==== DATASET CONTENT ====
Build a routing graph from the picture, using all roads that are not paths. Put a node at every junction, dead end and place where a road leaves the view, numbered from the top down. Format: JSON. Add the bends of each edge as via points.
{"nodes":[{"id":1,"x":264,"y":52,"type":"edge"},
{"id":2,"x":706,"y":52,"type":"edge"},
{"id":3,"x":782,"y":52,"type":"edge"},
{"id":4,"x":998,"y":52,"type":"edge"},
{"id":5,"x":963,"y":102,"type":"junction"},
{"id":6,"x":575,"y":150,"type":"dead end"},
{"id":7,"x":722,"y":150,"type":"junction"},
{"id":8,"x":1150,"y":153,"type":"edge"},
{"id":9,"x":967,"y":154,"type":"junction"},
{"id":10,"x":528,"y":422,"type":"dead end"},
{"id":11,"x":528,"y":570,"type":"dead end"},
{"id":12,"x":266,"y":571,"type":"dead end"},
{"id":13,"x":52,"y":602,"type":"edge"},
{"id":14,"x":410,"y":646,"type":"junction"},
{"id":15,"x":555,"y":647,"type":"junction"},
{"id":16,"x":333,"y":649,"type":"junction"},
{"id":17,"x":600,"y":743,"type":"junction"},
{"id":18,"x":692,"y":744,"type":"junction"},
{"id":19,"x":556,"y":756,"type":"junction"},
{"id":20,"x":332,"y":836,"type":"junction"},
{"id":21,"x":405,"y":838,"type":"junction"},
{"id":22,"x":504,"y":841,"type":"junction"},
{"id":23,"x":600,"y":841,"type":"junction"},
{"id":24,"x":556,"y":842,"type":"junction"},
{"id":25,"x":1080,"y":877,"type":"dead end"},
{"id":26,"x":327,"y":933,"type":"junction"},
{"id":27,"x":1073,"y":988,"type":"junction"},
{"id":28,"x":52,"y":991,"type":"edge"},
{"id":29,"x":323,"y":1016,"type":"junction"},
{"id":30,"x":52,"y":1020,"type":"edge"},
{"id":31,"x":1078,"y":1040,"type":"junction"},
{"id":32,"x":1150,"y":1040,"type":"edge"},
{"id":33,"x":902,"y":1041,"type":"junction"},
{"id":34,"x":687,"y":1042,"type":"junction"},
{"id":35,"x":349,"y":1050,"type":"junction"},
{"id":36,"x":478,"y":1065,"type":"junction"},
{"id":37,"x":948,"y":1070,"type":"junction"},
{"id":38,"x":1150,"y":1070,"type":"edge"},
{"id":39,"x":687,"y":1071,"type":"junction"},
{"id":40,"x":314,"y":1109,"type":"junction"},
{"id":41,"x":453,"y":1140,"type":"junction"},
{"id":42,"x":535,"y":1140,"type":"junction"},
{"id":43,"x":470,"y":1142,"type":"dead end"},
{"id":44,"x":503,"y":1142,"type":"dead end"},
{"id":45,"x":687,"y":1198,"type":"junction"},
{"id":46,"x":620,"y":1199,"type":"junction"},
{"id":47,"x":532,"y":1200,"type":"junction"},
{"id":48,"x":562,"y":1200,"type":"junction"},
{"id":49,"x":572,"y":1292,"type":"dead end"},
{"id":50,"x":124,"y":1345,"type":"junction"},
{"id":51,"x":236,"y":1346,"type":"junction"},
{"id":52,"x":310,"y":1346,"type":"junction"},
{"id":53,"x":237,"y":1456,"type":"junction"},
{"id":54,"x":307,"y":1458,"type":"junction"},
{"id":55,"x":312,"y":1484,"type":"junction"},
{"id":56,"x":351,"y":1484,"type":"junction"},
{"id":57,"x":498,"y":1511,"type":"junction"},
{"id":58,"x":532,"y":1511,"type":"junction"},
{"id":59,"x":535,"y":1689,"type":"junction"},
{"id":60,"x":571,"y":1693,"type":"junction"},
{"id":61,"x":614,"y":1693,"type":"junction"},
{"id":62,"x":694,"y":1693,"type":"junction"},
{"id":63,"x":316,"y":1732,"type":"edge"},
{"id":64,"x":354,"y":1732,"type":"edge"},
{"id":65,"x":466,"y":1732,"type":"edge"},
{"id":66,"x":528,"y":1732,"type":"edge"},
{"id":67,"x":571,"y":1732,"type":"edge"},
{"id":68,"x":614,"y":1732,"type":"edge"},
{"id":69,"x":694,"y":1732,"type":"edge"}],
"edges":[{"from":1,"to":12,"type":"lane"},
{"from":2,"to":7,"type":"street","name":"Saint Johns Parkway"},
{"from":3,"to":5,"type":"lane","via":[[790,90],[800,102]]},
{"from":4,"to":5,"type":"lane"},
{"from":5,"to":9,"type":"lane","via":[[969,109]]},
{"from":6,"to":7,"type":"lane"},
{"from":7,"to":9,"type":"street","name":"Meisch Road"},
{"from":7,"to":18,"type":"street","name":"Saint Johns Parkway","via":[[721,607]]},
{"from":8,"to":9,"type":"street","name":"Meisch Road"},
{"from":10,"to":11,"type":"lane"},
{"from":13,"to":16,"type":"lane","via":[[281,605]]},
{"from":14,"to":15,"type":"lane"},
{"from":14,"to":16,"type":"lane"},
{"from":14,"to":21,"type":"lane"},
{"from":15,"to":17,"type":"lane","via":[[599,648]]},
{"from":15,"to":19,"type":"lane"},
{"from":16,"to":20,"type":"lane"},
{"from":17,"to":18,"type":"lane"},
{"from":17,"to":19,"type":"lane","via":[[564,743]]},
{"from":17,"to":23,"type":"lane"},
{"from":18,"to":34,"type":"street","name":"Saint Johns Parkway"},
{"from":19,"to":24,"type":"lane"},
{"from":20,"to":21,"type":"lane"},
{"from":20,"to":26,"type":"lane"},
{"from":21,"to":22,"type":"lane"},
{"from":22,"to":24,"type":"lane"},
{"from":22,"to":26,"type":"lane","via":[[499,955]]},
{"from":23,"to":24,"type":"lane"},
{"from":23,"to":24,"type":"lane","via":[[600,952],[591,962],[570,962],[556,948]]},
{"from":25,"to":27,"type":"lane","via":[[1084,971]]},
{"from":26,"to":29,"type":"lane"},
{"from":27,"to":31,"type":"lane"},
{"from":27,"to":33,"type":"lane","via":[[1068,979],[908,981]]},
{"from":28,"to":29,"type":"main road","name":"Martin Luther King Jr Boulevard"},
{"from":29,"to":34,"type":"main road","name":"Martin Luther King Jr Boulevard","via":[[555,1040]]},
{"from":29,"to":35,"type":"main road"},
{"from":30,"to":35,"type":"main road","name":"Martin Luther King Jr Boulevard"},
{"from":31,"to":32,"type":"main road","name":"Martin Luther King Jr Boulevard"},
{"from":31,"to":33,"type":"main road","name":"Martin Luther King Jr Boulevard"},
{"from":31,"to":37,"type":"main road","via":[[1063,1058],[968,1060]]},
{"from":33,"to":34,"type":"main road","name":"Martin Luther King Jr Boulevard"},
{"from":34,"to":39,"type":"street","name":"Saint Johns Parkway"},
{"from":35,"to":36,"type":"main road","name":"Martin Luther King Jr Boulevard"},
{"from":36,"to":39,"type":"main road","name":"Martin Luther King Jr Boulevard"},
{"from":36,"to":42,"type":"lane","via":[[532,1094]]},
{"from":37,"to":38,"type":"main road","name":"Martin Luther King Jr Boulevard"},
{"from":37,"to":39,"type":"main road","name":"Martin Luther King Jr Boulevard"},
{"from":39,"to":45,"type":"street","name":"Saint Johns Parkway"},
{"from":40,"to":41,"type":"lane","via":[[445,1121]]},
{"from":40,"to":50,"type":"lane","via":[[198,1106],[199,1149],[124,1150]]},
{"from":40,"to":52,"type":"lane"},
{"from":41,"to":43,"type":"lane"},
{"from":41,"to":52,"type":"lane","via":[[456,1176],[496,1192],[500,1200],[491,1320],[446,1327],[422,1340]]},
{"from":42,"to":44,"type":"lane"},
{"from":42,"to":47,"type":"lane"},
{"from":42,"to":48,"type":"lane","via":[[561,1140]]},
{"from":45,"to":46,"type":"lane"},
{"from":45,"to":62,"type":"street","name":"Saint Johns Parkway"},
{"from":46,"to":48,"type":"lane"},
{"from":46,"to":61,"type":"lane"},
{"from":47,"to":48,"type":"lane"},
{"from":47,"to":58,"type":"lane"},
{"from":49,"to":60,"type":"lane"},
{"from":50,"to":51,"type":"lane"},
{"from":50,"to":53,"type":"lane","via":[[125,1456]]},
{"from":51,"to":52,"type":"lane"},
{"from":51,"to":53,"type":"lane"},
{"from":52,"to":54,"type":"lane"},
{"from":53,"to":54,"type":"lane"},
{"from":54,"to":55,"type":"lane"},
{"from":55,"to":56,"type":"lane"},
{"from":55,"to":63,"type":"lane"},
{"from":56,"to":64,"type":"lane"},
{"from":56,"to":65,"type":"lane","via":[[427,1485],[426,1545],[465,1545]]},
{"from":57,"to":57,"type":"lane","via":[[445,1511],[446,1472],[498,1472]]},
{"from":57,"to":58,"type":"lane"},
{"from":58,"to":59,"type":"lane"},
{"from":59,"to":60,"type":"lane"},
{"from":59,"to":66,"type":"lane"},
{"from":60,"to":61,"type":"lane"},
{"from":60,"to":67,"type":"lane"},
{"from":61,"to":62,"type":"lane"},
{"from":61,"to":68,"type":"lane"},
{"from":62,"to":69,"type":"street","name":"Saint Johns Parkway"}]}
====
WORK TASK: Copy out, from the data above, each line where the string "Meisch" is present.

WRITTEN RESPONSE:
{"from":7,"to":9,"type":"street","name":"Meisch Road"},
{"from":8,"to":9,"type":"street","name":"Meisch Road"},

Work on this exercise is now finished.